What grade would you give the Marvel Cinematic Universe? (Ever-Changing Question)


  • Total voters
    185
Fanaticism brings passion. It's not logical, nor something easy to part from when so much time and energy is put in to it. It requires a measure of awareness to see how far is too far.

I've never bought the notion that "fan" is short for "fanatic." When people abbreviate, they tend to focus on the stressed syllable (e.g. "refrigerator" became "fridge"), so wouldn't it have ended up being "nat"? A more plausible etymology, to me, is that it's short for "fancier," i.e. someone who fancies (likes) a thing. That's a better fit for the meaning of "fan" than "fanatic," which refers more to an unhealthy or dangerous extreme in pursuit of a cause.

In any case, you shouldn't generalize about all fans. There is no single attitude that all fans share. If they all marched in lockstep, there wouldn't be so many debates online over any given topic.
 
I've never bought the notion that "fan" is short for "fanatic." When people abbreviate, they tend to focus on the stressed syllable (e.g. "refrigerator" became "fridge"), so wouldn't it have ended up being "nat"? A more plausible etymology, to me, is that it's short for "fancier," i.e. someone who fancies (likes) a thing.
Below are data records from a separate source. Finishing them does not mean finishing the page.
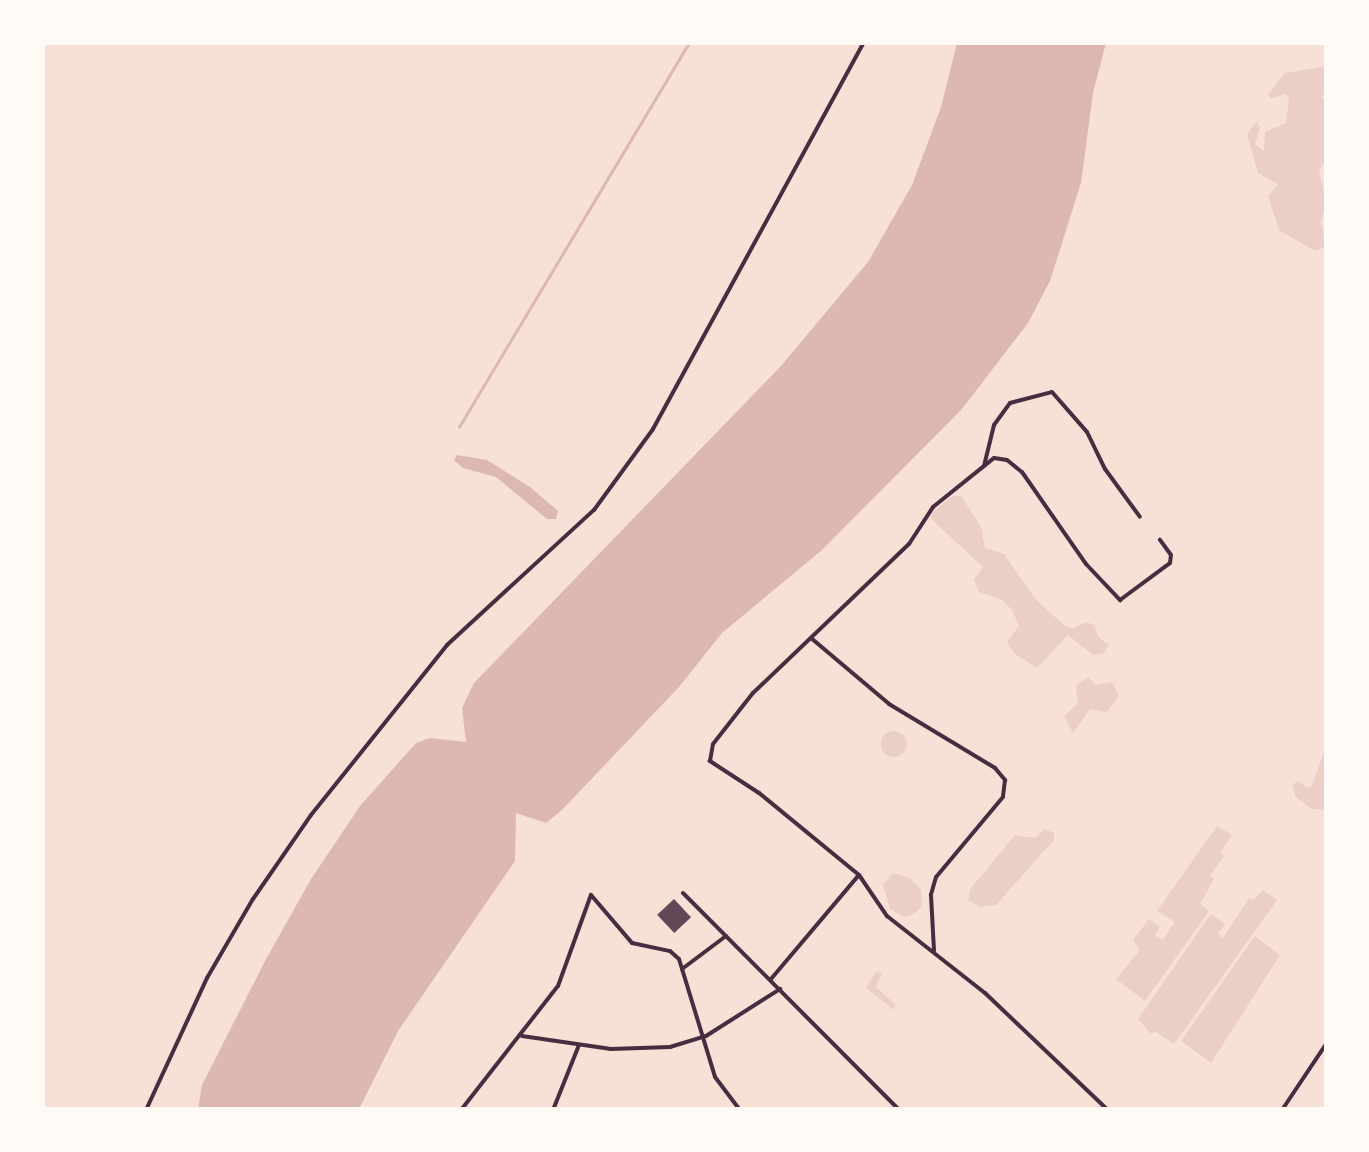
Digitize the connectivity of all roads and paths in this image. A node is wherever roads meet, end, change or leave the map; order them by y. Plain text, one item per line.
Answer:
1 (864, 42) edge
2 (984, 466) junction
3 (1140, 517) dead end
4 (1160, 540) dead end
5 (811, 638) junction
6 (858, 875) junction
7 (683, 893) dead end
8 (726, 935) junction
9 (934, 952) junction
10 (682, 969) junction
11 (771, 980) junction
12 (780, 989) junction
13 (522, 1036) junction
14 (706, 1036) junction
15 (1326, 1044) edge
16 (579, 1045) junction
17 (146, 1110) edge
18 (461, 1110) edge
19 (554, 1110) edge
20 (740, 1110) edge
21 (899, 1110) edge
22 (1108, 1110) edge
23 (1282, 1110) edge

1 - 17 street
2 - 3 street
2 - 4 street
2 - 5 street
5 - 6 street
5 - 9 street
6 - 9 street
6 - 11 street
7 - 8 street
8 - 10 street
8 - 11 street
9 - 22 street
10 - 13 street
10 - 14 street
11 - 12 street
12 - 14 street
12 - 21 street
13 - 16 street
13 - 18 street
14 - 16 street
14 - 20 street
15 - 23 street
16 - 19 street

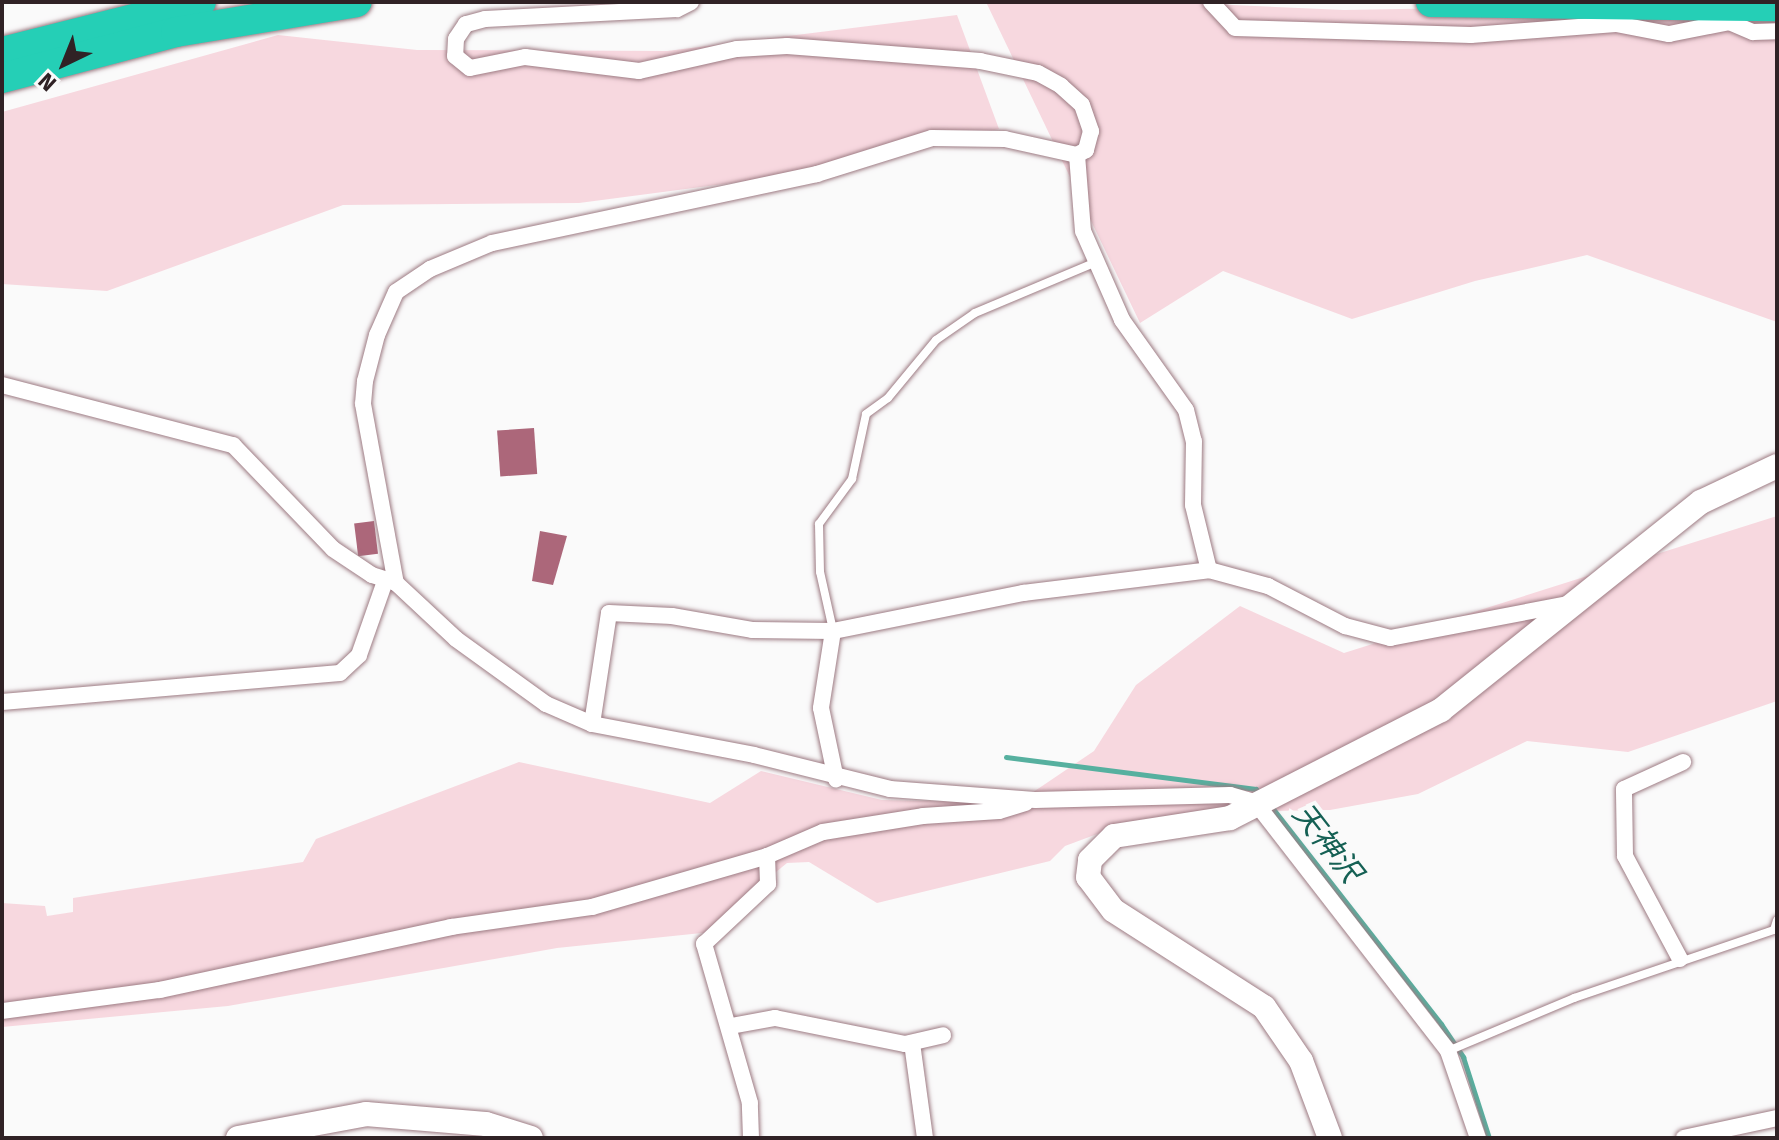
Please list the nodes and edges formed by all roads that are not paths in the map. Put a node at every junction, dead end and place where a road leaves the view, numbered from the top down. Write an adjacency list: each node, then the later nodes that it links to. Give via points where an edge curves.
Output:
1 (201, 2): 8 (highway)
2 (357, 2): 9 (highway, via 176,32)
3 (691, 2): 10 (street, via 677,9 485,19 466,24 456,39 455,56 470,68 525,57 639,71 737,49 787,46 980,61 1038,73 1082,105 1091,131 1086,150)
4 (1211, 2): 7 (street, via 1235,28 1471,35 1616,24 1669,34 1729,22 1753,32)
5 (1431, 2): 6 (highway, via 1578,8)
6 (1777, 6)
7 (1777, 31)
8 (2, 52)
9 (2, 78)
10 (1077, 155): 11 (street, via 1083,231); 15 (street, via 1005,139 932,138 817,174 492,243 430,269 396,292 365,381 363,404)
11 (1100, 260): 14 (street, via 1136,345 1186,410 1194,441 1193,505); 17 (lane, via 975,313 936,340 888,398 866,414 852,479 819,524 820,572)
12 (2, 385): 15 (street, via 233,445 258,465 322,539)
13 (1777, 466): 16 (street, via 1701,502)
14 (1209, 570): 16 (street, via 1268,586 1345,626 1390,638); 17 (street, via 1023,593)
15 (391, 582): 18 (street, via 359,655 340,673); 19 (street, via 434,621 546,704)
16 (1585, 600): 23 (street, via 1441,710)
17 (833, 631): 19 (street, via 752,630 672,616 609,613); 21 (street, via 821,708)
18 (2, 702)
19 (592, 724): 21 (street, via 741,752)
20 (1683, 762): 26 (street, via 1624,789 1625,856)
21 (836, 779): 22 (street, via 890,789)
22 (1035, 800): 23 (street, via 1230,795); 24 (street, via 999,811 923,816 823,832)
23 (1255, 802): 31 (street); 38 (street, via 1216,822 1114,836 1090,860 1088,877 1113,910 1264,1007 1301,1061)
24 (767, 856): 27 (street, via 592,907 451,927 160,990); 28 (street, via 768,884 704,944)
25 (1777, 920): 26 (lane, via 1774,930)
26 (1680, 959): 31 (lane)
27 (2, 1011)
28 (731, 1026): 30 (street, via 775,1018); 36 (street, via 750,1103)
29 (943, 1035): 30 (street)
30 (912, 1043): 37 (street)
31 (1448, 1051): 33 (street)
32 (1777, 1118): 39 (street)
33 (1472, 1136)
34 (238, 1138): 35 (street, via 366,1114 486,1124)
35 (531, 1138)
36 (751, 1138)
37 (925, 1138)
38 (1330, 1138)
39 (1684, 1138)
That's a better fit for the meaning of "fan" than "fanatic," which refers more to an unhealthy or dangerous extreme in pursuit of a cause.

In any case, you shouldn't generalize about all fans. There is no single attitude that all fans share. If they all marched in lockstep, there wouldn't be so many debates online over any given topic.
Just going from my experience. Been there, done that, etc.
 
I've never bought the notion that "fan" is short for "fanatic." When people abbreviate, they tend to focus on the stressed syllable (e.g. "refrigerator" became "fridge"), so wouldn't it have ended up being "nat"? A more plausible etymology, to me, is that it's short for "fancier," i.e. someone who fancies (likes) a thing.
Wouldn't fans be called "cees" then?
 
Regardless of what one wants to be, dictionaries state that it is short for "fanatic" and this usage dates to the late 19th century (from dictionary.com).

Obviously I'm aware of that etymology, as demonstrated by the fact that I critiqued it. Etymology is not an exact science; it's often just a series of best guesses. Reference works are not religious dogma that we're required to follow blindly; true learning requires questioning, doubting, and drawing our own conclusions.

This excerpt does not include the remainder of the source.